The input>
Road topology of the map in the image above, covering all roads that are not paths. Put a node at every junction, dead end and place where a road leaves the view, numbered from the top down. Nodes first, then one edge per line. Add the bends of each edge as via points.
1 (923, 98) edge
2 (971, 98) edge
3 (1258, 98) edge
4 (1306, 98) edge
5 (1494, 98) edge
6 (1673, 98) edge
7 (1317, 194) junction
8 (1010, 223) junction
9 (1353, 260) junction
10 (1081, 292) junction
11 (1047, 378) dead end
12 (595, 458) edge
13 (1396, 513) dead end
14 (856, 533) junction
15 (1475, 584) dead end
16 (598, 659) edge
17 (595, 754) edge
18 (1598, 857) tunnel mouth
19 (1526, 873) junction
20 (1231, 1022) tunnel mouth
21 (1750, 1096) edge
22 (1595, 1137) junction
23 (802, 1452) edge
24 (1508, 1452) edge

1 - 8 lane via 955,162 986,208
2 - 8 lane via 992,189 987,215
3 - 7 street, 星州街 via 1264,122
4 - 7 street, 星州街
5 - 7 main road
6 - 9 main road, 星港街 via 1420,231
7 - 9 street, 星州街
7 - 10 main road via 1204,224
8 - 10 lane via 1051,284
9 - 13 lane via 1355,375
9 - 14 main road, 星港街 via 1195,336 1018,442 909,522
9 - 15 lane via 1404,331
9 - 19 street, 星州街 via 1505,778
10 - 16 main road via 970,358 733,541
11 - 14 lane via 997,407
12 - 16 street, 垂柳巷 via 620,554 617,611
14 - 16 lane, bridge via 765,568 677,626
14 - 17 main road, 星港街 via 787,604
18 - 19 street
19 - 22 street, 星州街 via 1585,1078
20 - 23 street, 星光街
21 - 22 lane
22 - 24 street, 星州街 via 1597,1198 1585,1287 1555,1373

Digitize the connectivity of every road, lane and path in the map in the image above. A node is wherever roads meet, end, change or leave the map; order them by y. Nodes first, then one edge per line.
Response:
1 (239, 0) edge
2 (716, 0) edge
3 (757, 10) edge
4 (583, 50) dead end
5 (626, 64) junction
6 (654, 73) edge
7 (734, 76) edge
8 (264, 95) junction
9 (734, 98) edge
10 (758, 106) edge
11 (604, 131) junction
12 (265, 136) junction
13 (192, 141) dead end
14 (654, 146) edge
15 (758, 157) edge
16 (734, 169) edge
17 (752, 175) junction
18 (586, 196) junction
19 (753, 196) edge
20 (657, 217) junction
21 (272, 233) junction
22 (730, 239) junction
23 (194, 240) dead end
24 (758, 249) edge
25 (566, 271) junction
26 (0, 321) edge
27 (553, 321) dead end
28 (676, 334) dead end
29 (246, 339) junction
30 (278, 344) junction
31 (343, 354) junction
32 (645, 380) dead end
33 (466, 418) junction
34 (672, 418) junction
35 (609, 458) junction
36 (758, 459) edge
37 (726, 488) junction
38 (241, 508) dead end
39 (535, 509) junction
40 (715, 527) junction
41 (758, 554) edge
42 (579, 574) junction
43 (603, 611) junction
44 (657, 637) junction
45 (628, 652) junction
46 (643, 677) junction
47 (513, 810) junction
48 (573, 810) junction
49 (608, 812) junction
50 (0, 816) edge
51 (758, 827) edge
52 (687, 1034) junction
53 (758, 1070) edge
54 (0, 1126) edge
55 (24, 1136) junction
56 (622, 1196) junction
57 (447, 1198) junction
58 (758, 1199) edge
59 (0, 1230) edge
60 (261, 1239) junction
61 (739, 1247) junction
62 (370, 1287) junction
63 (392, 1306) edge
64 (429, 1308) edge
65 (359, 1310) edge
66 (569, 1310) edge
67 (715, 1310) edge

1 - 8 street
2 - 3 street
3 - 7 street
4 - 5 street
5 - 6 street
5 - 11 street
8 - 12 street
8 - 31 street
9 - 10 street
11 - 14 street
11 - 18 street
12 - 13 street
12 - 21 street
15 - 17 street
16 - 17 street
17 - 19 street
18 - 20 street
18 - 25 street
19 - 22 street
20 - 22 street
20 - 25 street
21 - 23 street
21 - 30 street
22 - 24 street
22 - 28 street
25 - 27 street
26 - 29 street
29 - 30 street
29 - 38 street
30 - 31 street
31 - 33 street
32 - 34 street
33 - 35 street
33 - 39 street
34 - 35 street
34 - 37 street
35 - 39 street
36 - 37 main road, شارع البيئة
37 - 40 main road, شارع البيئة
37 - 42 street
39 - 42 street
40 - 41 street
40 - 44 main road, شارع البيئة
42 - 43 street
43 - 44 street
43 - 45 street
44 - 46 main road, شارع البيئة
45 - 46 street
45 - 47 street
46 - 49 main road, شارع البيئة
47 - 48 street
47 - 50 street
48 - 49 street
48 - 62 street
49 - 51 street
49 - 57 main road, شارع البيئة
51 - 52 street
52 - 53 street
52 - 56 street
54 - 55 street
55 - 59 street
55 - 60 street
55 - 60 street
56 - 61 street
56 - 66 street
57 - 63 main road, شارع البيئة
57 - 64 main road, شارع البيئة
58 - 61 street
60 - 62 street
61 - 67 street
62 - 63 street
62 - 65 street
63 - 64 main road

Work order> The whole of the material above should be given again exactly.

Solution>
Road topology of the map in the image above, covering all roads that are not paths. Put a node at every junction, dead end and place where a road leaves the view, numbered from the top down. Nodes first, then one edge per line. Add the bends of each edge as via points.
1 (923, 98) edge
2 (971, 98) edge
3 (1258, 98) edge
4 (1306, 98) edge
5 (1494, 98) edge
6 (1673, 98) edge
7 (1317, 194) junction
8 (1010, 223) junction
9 (1353, 260) junction
10 (1081, 292) junction
11 (1047, 378) dead end
12 (595, 458) edge
13 (1396, 513) dead end
14 (856, 533) junction
15 (1475, 584) dead end
16 (598, 659) edge
17 (595, 754) edge
18 (1598, 857) tunnel mouth
19 (1526, 873) junction
20 (1231, 1022) tunnel mouth
21 (1750, 1096) edge
22 (1595, 1137) junction
23 (802, 1452) edge
24 (1508, 1452) edge

1 - 8 lane via 955,162 986,208
2 - 8 lane via 992,189 987,215
3 - 7 street, 星州街 via 1264,122
4 - 7 street, 星州街
5 - 7 main road
6 - 9 main road, 星港街 via 1420,231
7 - 9 street, 星州街
7 - 10 main road via 1204,224
8 - 10 lane via 1051,284
9 - 13 lane via 1355,375
9 - 14 main road, 星港街 via 1195,336 1018,442 909,522
9 - 15 lane via 1404,331
9 - 19 street, 星州街 via 1505,778
10 - 16 main road via 970,358 733,541
11 - 14 lane via 997,407
12 - 16 street, 垂柳巷 via 620,554 617,611
14 - 16 lane, bridge via 765,568 677,626
14 - 17 main road, 星港街 via 787,604
18 - 19 street
19 - 22 street, 星州街 via 1585,1078
20 - 23 street, 星光街
21 - 22 lane
22 - 24 street, 星州街 via 1597,1198 1585,1287 1555,1373

Digitize the connectivity of every road, lane and path in the map in the image above. A node is wherever roads meet, end, change or leave the map; order them by y. Nodes first, then one edge per line.
Response:
1 (239, 0) edge
2 (716, 0) edge
3 (757, 10) edge
4 (583, 50) dead end
5 (626, 64) junction
6 (654, 73) edge
7 (734, 76) edge
8 (264, 95) junction
9 (734, 98) edge
10 (758, 106) edge
11 (604, 131) junction
12 (265, 136) junction
13 (192, 141) dead end
14 (654, 146) edge
15 (758, 157) edge
16 (734, 169) edge
17 (752, 175) junction
18 (586, 196) junction
19 (753, 196) edge
20 (657, 217) junction
21 (272, 233) junction
22 (730, 239) junction
23 (194, 240) dead end
24 (758, 249) edge
25 (566, 271) junction
26 (0, 321) edge
27 (553, 321) dead end
28 (676, 334) dead end
29 (246, 339) junction
30 (278, 344) junction
31 (343, 354) junction
32 (645, 380) dead end
33 (466, 418) junction
34 (672, 418) junction
35 (609, 458) junction
36 (758, 459) edge
37 (726, 488) junction
38 (241, 508) dead end
39 (535, 509) junction
40 (715, 527) junction
41 (758, 554) edge
42 (579, 574) junction
43 (603, 611) junction
44 (657, 637) junction
45 (628, 652) junction
46 (643, 677) junction
47 (513, 810) junction
48 (573, 810) junction
49 (608, 812) junction
50 (0, 816) edge
51 (758, 827) edge
52 (687, 1034) junction
53 (758, 1070) edge
54 (0, 1126) edge
55 (24, 1136) junction
56 (622, 1196) junction
57 (447, 1198) junction
58 (758, 1199) edge
59 (0, 1230) edge
60 (261, 1239) junction
61 (739, 1247) junction
62 (370, 1287) junction
63 (392, 1306) edge
64 (429, 1308) edge
65 (359, 1310) edge
66 (569, 1310) edge
67 (715, 1310) edge

1 - 8 street
2 - 3 street
3 - 7 street
4 - 5 street
5 - 6 street
5 - 11 street
8 - 12 street
8 - 31 street
9 - 10 street
11 - 14 street
11 - 18 street
12 - 13 street
12 - 21 street
15 - 17 street
16 - 17 street
17 - 19 street
18 - 20 street
18 - 25 street
19 - 22 street
20 - 22 street
20 - 25 street
21 - 23 street
21 - 30 street
22 - 24 street
22 - 28 street
25 - 27 street
26 - 29 street
29 - 30 street
29 - 38 street
30 - 31 street
31 - 33 street
32 - 34 street
33 - 35 street
33 - 39 street
34 - 35 street
34 - 37 street
35 - 39 street
36 - 37 main road, شارع البيئة
37 - 40 main road, شارع البيئة
37 - 42 street
39 - 42 street
40 - 41 street
40 - 44 main road, شارع البيئة
42 - 43 street
43 - 44 street
43 - 45 street
44 - 46 main road, شارع البيئة
45 - 46 street
45 - 47 street
46 - 49 main road, شارع البيئة
47 - 48 street
47 - 50 street
48 - 49 street
48 - 62 street
49 - 51 street
49 - 57 main road, شارع البيئة
51 - 52 street
52 - 53 street
52 - 56 street
54 - 55 street
55 - 59 street
55 - 60 street
55 - 60 street
56 - 61 street
56 - 66 street
57 - 63 main road, شارع البيئة
57 - 64 main road, شارع البيئة
58 - 61 street
60 - 62 street
61 - 67 street
62 - 63 street
62 - 65 street
63 - 64 main road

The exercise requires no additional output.